BEGIN

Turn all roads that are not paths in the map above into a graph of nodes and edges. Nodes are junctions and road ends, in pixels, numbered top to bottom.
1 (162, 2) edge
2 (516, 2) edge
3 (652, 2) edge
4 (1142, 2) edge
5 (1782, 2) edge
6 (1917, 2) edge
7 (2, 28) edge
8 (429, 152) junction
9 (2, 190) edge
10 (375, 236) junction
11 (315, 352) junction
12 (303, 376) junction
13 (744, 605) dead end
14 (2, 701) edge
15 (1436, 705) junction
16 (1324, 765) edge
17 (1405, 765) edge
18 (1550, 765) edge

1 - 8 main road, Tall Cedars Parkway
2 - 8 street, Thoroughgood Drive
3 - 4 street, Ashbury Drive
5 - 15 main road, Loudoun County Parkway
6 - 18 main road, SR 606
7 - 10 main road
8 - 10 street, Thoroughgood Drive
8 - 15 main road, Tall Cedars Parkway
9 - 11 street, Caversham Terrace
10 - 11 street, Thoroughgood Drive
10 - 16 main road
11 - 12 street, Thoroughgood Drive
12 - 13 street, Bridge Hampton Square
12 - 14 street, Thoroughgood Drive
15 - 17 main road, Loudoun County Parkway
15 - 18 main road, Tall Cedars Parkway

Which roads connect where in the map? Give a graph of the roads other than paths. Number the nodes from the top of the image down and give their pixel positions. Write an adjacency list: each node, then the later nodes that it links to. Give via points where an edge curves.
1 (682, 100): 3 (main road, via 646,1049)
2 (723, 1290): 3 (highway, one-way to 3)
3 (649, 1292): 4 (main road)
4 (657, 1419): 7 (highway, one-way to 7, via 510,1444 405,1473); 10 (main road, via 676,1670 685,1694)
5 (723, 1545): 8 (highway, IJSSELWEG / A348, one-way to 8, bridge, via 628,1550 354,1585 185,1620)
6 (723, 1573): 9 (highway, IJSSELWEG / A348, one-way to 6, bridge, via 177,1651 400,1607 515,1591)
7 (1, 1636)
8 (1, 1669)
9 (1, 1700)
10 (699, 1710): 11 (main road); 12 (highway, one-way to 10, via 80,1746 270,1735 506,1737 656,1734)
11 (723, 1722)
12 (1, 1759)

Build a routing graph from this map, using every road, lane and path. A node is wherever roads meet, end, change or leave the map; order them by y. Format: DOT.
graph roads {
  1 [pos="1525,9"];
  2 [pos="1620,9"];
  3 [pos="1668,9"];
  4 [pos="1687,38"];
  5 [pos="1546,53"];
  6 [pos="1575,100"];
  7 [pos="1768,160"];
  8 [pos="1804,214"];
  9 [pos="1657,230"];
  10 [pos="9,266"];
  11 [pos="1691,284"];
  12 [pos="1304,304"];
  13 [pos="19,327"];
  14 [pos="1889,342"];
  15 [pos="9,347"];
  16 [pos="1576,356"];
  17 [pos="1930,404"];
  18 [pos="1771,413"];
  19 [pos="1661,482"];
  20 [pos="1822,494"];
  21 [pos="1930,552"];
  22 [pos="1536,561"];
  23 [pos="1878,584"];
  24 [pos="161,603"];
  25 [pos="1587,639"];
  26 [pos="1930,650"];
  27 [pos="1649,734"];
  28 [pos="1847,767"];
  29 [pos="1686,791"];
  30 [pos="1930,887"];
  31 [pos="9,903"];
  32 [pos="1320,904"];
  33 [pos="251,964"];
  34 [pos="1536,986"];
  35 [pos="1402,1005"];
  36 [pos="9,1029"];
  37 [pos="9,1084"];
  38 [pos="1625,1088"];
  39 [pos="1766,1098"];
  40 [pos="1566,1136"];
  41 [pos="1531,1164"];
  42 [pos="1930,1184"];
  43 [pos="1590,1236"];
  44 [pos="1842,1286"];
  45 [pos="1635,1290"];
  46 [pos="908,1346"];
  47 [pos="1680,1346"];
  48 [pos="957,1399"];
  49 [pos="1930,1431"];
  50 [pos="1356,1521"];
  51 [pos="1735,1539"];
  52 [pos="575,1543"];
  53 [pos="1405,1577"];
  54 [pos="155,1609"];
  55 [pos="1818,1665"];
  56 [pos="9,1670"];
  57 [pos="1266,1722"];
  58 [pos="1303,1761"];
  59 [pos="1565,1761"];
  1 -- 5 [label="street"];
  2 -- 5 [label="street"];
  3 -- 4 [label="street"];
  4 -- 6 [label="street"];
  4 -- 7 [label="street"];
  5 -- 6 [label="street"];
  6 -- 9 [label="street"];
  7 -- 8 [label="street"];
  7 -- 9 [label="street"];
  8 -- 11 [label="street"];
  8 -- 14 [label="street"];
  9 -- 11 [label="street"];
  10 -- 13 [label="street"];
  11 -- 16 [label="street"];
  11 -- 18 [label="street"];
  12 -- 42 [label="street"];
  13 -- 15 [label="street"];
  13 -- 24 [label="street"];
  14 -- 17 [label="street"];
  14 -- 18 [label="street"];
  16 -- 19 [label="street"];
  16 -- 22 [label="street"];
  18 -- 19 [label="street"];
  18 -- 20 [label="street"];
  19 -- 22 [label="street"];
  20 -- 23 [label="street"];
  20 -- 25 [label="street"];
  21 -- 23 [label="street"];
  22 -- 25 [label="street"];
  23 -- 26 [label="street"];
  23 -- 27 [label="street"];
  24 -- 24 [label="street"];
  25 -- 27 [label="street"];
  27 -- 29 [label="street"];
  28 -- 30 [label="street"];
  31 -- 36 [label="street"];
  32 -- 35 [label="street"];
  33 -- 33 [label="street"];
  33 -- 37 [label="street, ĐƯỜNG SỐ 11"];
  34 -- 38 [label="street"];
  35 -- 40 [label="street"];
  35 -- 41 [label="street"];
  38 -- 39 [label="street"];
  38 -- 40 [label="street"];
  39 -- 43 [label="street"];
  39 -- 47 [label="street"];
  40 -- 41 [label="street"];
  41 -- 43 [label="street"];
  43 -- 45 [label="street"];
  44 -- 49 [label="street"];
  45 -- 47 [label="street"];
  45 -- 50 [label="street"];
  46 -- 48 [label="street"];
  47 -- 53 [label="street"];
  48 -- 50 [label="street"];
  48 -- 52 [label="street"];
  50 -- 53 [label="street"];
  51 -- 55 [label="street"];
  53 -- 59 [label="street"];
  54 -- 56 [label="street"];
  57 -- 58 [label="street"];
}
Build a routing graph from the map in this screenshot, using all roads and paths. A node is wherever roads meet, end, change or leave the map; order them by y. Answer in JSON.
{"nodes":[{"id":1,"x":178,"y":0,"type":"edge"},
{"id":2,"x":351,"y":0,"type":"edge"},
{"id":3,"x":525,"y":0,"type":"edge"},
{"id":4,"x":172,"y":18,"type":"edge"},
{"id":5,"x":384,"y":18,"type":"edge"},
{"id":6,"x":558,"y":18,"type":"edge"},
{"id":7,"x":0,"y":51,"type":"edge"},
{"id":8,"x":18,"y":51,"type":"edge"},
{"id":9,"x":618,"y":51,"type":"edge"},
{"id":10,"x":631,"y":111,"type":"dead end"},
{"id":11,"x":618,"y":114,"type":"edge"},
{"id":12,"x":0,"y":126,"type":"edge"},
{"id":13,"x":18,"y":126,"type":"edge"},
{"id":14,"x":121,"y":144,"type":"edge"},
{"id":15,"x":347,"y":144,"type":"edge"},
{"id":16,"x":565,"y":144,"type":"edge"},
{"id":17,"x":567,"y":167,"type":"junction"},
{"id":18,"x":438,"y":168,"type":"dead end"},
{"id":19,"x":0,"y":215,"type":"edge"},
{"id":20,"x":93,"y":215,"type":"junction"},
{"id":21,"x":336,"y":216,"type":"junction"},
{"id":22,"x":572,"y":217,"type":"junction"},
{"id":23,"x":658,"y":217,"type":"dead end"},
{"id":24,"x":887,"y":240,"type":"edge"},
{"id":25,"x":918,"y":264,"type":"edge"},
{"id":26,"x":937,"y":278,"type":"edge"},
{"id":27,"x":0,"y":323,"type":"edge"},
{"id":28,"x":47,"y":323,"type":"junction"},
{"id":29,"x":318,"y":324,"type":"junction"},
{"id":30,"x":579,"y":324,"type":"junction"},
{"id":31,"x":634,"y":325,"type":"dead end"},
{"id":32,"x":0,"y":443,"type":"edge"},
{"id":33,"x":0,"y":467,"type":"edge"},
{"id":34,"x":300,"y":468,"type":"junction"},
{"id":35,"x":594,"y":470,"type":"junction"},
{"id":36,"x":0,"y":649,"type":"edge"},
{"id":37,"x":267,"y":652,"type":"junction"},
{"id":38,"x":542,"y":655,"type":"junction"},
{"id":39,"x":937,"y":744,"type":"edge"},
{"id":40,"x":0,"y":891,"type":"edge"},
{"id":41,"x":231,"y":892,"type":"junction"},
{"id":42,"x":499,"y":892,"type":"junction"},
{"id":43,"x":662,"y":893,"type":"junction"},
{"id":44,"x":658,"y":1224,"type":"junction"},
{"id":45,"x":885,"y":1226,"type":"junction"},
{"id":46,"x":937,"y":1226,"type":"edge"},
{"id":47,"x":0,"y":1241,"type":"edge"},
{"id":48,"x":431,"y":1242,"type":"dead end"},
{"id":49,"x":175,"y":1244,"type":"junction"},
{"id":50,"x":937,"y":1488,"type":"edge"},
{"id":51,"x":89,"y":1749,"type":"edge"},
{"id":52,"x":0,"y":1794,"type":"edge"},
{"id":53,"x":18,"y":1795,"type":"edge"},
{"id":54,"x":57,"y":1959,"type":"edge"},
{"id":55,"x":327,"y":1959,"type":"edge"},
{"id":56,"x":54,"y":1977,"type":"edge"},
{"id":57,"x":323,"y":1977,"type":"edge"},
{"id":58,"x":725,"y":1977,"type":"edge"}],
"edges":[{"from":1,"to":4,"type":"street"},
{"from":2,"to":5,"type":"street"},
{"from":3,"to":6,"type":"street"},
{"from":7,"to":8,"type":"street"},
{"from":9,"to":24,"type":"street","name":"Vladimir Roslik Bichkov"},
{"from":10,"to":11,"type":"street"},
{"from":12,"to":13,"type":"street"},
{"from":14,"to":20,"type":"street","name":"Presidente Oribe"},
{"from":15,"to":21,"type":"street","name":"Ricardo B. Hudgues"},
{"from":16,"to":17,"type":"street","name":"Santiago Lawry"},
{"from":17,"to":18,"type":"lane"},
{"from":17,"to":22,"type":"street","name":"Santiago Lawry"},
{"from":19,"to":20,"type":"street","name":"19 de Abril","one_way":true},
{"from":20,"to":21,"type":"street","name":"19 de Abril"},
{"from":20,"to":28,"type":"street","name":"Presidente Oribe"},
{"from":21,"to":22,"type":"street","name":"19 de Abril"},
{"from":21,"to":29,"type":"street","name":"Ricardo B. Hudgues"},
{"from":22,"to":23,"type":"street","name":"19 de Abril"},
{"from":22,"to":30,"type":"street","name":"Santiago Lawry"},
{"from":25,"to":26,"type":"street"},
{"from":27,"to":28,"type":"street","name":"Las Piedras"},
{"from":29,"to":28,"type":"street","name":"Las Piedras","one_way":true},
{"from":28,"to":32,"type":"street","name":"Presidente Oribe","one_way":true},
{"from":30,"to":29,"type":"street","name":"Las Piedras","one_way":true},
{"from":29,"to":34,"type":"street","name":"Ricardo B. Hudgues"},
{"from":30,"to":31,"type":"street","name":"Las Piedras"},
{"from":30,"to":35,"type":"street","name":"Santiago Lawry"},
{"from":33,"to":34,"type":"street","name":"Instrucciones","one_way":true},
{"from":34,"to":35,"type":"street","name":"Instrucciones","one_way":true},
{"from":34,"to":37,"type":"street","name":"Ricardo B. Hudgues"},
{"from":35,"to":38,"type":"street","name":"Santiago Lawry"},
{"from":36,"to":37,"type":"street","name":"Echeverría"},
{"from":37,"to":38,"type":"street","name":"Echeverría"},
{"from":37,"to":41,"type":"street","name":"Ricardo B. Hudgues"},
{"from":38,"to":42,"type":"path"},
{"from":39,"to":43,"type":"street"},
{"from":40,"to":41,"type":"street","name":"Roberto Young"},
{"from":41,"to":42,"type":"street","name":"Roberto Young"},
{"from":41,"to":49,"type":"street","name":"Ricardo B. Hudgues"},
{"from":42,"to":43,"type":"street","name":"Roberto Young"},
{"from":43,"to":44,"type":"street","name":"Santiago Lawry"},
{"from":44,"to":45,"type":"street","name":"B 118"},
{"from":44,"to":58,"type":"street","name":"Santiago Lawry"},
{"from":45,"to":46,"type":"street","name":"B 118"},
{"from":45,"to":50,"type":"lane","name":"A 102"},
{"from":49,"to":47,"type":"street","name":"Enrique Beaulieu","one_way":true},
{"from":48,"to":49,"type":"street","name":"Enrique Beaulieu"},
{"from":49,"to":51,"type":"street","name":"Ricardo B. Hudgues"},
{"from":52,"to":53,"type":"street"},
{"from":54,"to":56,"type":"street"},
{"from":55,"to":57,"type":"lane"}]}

END

> Instructions for the task
Could you report all lines of the listing that hold "Young"?

> Answer to this exercise
{"from":40,"to":41,"type":"street","name":"Roberto Young"},
{"from":41,"to":42,"type":"street","name":"Roberto Young"},
{"from":42,"to":43,"type":"street","name":"Roberto Young"},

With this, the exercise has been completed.